### WORK INSTRUCTION
Every line of the material below that contains the string "nodes" must appear in the answer.
───── DATA PROVIDED
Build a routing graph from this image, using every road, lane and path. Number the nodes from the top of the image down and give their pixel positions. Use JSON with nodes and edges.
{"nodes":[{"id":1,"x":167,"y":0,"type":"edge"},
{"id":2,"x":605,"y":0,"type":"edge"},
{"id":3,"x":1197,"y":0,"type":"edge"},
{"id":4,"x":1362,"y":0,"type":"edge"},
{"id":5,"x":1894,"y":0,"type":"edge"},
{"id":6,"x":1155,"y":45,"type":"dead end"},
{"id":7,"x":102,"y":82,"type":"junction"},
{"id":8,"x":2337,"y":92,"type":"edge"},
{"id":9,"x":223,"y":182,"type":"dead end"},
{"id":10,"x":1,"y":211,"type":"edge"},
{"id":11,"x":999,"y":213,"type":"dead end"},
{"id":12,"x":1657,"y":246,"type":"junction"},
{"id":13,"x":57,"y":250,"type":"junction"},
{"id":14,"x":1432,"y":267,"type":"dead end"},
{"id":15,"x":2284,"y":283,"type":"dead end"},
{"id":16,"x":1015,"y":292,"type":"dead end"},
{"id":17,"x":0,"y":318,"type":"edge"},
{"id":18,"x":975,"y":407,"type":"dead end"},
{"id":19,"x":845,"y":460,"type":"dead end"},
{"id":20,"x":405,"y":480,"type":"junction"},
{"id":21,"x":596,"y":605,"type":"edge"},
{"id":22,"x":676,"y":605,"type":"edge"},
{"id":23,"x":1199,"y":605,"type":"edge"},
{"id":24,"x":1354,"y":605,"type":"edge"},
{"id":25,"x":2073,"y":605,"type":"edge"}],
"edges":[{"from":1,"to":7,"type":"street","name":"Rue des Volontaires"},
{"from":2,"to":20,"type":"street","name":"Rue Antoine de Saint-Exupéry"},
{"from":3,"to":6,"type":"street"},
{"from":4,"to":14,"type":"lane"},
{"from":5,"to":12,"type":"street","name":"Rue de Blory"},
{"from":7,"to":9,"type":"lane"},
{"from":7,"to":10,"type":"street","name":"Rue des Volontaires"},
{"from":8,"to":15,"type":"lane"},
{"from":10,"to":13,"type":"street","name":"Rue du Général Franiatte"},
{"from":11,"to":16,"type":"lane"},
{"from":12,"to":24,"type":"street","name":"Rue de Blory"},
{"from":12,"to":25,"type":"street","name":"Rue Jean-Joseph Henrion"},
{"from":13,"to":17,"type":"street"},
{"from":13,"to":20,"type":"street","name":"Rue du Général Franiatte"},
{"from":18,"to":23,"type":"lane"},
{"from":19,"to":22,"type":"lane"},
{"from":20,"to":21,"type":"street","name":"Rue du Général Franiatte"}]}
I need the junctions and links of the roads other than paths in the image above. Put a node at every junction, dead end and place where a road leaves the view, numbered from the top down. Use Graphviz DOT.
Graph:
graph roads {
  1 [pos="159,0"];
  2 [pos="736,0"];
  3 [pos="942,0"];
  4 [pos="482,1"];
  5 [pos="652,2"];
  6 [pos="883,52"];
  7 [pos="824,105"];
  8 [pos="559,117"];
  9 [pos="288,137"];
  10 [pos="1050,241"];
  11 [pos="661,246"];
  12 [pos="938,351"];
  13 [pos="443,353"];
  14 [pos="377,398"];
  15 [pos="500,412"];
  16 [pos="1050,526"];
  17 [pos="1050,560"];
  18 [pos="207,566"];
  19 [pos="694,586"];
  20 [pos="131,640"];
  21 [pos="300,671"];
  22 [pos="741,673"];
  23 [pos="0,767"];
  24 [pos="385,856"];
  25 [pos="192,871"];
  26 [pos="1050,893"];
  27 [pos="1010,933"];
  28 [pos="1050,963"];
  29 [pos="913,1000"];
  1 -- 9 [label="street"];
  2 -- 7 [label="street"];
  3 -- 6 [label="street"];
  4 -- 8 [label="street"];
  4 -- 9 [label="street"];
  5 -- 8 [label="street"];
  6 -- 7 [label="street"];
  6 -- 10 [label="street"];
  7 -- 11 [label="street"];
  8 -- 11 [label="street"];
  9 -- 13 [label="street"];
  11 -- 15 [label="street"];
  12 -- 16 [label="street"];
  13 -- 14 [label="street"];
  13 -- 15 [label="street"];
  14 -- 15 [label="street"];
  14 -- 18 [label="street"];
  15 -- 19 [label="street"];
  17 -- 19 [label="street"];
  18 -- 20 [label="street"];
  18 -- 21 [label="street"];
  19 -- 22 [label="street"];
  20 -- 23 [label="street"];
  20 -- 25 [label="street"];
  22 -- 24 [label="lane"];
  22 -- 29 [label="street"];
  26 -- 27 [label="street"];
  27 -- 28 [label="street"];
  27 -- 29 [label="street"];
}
──────────
### RESPONSE TO THIS TASK
Build a routing graph from this image, using every road, lane and path. Number the nodes from the top of the image down and give their pixel positions. Use JSON with nodes and edges.
{"nodes":[{"id":1,"x":167,"y":0,"type":"edge"},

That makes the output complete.